[Saved data entries]
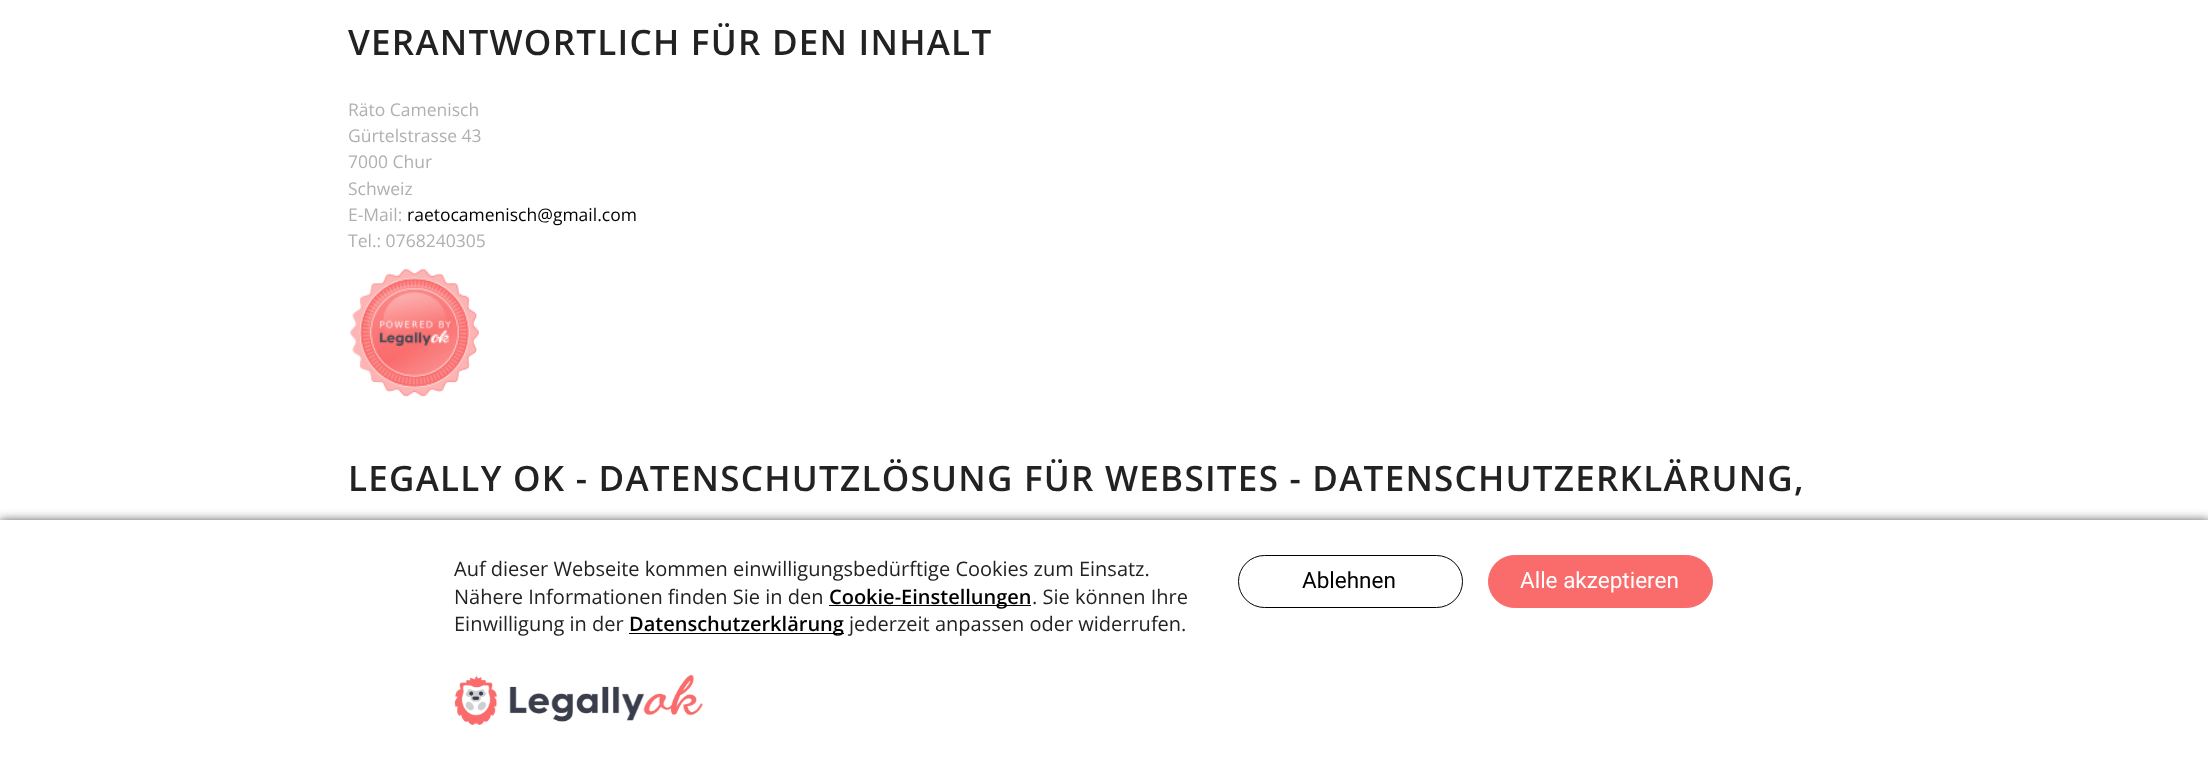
<!DOCTYPE html>
<meta charset="utf-8">
<style>body { margin: 0 } canvas { display: block }</style>
<canvas id="canvas" width="2208" height="770"></canvas>
<img id="img1" src="images/1.png" hidden>
<img id="img2" src="images/2.png" hidden>
<script>
window.onload = function () {
    const canvas = document.getElementById('canvas');
    const context = canvas.getContext('2d');
    context.miterLimit = 4;
    context.fontKerning = 'normal';

    context.fillStyle = 'rgb(255, 255, 255)';
    context.fillRect(0, 0, 2208, 770);
    context.drawImage(document.getElementById('img1'), 350, 268, 129, 129);
    context.fillStyle = 'rgba(0, 0, 0, 0.75)';
    context.filter = 'blur(5.5px)';
    context.beginPath();
    context.rect(-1, 521, 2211, 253);
    context.fill();
    context.filter = 'none';
    context.fillStyle = 'rgb(255, 255, 255)';
    context.fillRect(0, 520, 2208, 250);
    context.fillStyle = 'rgb(0, 0, 0)';
    context.fillRect(829, 605, 202, 1);
    context.fillRect(629, 633, 215, 1);
    context.beginPath();
    context.roundRect(1238.5, 555.5, 224, 52, 26);
    context.strokeStyle = 'rgb(0, 0, 0)';
    context.stroke();
    context.fillStyle = 'rgb(250, 107, 107)';
    context.beginPath();
    context.roundRect(1488.5, 555.5, 224, 52, 26);
    context.fill();
    context.strokeStyle = 'rgb(250, 107, 107)';
    context.stroke();
    context.drawImage(document.getElementById('img2'), 454, 675, 249, 50);
    context.letterSpacing = '1.25px';
    context.font = '600 35px Open Sans';
    context.fillStyle = 'rgb(34, 34, 34)';
    context.fillText('VERANTWORTLICH FÜR DEN INHALT', 348, 55);
    context.letterSpacing = '0px';
    context.font = '17.5px Open Sans';
    context.fillStyle = 'rgb(176, 176, 176)';
    context.fillText('Räto Camenisch', 348, 116);
    context.fillText('Gürtelstrasse 43', 348, 142);
    context.fillText('7000 Chur', 348, 168);
    context.fillText('Schweiz', 348, 195);
    context.fillText('E-Mail:', 348, 221);
    context.fillStyle = 'rgb(0, 0, 0)';
    context.fillText('raetocamenisch@gmail.com', 407, 221);
    context.fillStyle = 'rgb(176, 176, 176)';
    context.fillText('Tel.: 0768240305', 348, 247);
    context.letterSpacing = '1.25px';
    context.font = '600 35px Open Sans';
    context.fillStyle = 'rgb(34, 34, 34)';
    context.fillText('LEGALLY OK - DATENSCHUTZLÖSUNG FÜR WEBSITES - DATENSCHUTZERKLÄRUNG,', 348, 491);
    context.letterSpacing = '0px';
    context.font = '20px Open Sans';
    context.fillText('Auf dieser Webseite kommen einwilligungsbedürftige Cookies zum Einsatz.', 454, 576);
    context.fillText('Nähere Informationen finden Sie in den', 454, 604);
    context.font = '600 20px Open Sans';
    context.fillStyle = 'rgb(0, 0, 0)';
    context.fillText('Cookie-Einstellungen', 829, 604);
    context.font = '20px Open Sans';
    context.fillStyle = 'rgb(34, 34, 34)';
    context.fillText('. Sie können Ihre', 1032, 604);
    context.fillText('Einwilligung in der', 454, 631);
    context.font = '600 20px Open Sans';
    context.fillStyle = 'rgb(0, 0, 0)';
    context.fillText('Datenschutzerklärung', 629, 631);
    context.font = '20px Open Sans';
    context.fillStyle = 'rgb(34, 34, 34)';
    context.fillText('jederzeit anpassen oder widerrufen.', 849, 631);
    context.font = '22.5px Roboto';
    context.fillStyle = 'rgb(0, 0, 0)';
    context.fillText('Ablehnen', 1302, 588);
    context.fillStyle = 'rgb(255, 255, 255)';
    context.fillText('Alle akzeptieren', 1520, 588);
};
</script>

## TASK INSTRUCTIONS
Scan the records for the string "getElementById" and report each line where it occurs.

## THE ANSWER
    const canvas = document.getElementById('canvas');
    context.drawImage(document.getElementById('img1'), 350, 268, 129, 129);
    context.drawImage(document.getElementById('img2'), 454, 675, 249, 50);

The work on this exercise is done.